Fearing that doing so might diminish their influence and control, neo-Nazi parents are also loathe to have their children attend state-run educational establishments. According to domestic intelligence officials in Brandenburg, these parents complain in online forums about how their children would "really degenerate" in such state schools or kindergartens .

In various states in both western and eastern Germany, teachers and other educators have reported problems with children from far-right families. One told the story of a boy who would paint swastikas in kindergarten and regularly respond to any criticism by saying that it was "just a rune." Another boy reportedly insulted the child of immigrant parents, saying: "You'll also be gassed!"

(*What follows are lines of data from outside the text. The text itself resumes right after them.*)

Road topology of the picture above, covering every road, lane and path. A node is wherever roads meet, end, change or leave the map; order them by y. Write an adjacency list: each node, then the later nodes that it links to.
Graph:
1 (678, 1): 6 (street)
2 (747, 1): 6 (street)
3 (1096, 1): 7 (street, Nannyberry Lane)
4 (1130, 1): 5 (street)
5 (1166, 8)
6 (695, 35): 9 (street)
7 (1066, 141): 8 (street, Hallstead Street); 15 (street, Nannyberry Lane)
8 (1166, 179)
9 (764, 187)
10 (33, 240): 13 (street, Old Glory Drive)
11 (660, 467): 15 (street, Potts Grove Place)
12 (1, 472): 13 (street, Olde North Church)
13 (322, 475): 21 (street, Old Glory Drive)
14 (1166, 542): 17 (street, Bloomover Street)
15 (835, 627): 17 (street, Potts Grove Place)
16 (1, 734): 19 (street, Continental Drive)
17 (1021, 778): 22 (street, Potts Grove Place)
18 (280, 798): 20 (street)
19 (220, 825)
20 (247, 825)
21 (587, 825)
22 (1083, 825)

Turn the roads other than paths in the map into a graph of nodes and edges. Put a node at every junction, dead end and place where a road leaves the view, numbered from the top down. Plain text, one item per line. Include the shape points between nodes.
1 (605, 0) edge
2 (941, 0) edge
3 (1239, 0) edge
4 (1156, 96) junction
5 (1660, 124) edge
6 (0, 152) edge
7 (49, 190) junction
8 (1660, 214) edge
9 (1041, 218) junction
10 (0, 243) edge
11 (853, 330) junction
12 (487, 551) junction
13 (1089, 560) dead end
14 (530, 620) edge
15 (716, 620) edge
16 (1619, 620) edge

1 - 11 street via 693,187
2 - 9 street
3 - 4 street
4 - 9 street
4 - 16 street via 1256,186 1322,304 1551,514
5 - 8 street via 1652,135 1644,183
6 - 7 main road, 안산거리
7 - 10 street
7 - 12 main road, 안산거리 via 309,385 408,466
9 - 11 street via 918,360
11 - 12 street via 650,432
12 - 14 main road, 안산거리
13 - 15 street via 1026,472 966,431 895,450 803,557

While these children generally behave well around their parents or other "comrades," they tend to do exactly the opposite when they aren't in such an environment. At school when the children gather for "morning circle," those from such families tend to keep quiet and reveal little about their homelife. Educators from Mecklenburg-Western Pomerania say that many react in ways that are flustered, overly scripted or particularly aggressive. "We are going to encounter massive problems if we don't deal with this issue more aggressively," warns Hoffmann, the prevention expert from Anklam.

Indeed, in Güstrow alone, a large district in Mecklenburg-Western Pomerania with fewer than 100,000 residents, experts estimate that there are roughly 60 children growing up in more than a dozen neo-Nazi families. They also say that it's not just the parents who are displaying "a closed, right-wing extremist worldview."